How to map 1000+ unique occupation/professions to standard occupation names



I am working on H!B visa practice project.

It has 1000+ unique occupation under SOC_NAME field/feature…most of them differ by a small change in names e.g. teacher, teacher maths, teacher maths post studies, teacher maths high school etc etc

I need to map them to standard feature names so that their number comes down and become more manageable.

I can use .loc or a command like the following

df.OCCUPATION[df[‘SOC_NAME’].str.contains(‘computer’,‘programmer’)] = ‘computer occupations’

df.OCCUPATION[df[‘SOC_NAME’].str.contains(‘software’,‘web developer’)] = 'computer occupations

but this is a cumbersome method and is a repetative process.

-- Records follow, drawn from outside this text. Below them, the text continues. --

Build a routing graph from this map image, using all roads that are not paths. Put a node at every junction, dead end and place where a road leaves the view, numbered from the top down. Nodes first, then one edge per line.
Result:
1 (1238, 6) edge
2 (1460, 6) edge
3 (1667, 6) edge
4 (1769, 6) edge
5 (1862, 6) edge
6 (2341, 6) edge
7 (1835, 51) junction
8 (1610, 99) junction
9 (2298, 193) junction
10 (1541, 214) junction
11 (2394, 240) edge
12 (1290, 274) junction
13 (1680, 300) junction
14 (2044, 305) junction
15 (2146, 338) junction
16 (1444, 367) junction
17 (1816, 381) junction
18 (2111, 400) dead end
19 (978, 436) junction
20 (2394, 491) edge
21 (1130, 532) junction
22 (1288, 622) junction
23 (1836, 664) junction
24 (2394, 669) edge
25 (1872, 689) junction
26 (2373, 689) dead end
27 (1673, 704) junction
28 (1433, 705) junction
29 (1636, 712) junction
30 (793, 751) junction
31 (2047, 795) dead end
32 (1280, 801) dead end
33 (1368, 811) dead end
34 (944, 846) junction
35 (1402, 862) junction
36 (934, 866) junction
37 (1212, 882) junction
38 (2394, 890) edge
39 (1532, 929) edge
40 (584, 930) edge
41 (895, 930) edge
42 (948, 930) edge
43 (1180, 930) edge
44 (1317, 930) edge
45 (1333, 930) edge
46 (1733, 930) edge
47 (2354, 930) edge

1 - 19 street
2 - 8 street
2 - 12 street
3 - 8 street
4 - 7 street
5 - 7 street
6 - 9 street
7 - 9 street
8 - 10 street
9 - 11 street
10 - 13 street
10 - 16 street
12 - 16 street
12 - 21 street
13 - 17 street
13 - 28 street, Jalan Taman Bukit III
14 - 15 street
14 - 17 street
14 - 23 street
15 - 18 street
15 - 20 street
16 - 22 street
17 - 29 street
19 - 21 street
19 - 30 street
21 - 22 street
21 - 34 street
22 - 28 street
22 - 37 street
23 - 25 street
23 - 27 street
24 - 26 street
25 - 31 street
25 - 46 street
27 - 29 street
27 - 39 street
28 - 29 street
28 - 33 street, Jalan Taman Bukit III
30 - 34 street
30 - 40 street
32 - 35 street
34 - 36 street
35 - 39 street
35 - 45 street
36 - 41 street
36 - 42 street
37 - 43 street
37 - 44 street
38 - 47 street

Is there any other way by which the end result of mapping 1000+ field can be achieved…for example by use of Regex




Hello Mohit, no sure you can simplify as much as you’d like. str.contains accept regex so you could 1st built your different regex combinations such as:

regex1 = 'computer|programmer|software|web developer’ # regex for ‘computer occupations’
regex2 = ‘a|b|c’

df.OCCUPATION[df[‘SOC_NAME’].str.contains(regex1, flags = re.IGNORECASE)] = ‘computer occupations’
df.OCCUPATION[df[‘SOC_NAME’].str.contains(regex2, flags = re.IGNORECASE)] = ‘xyz’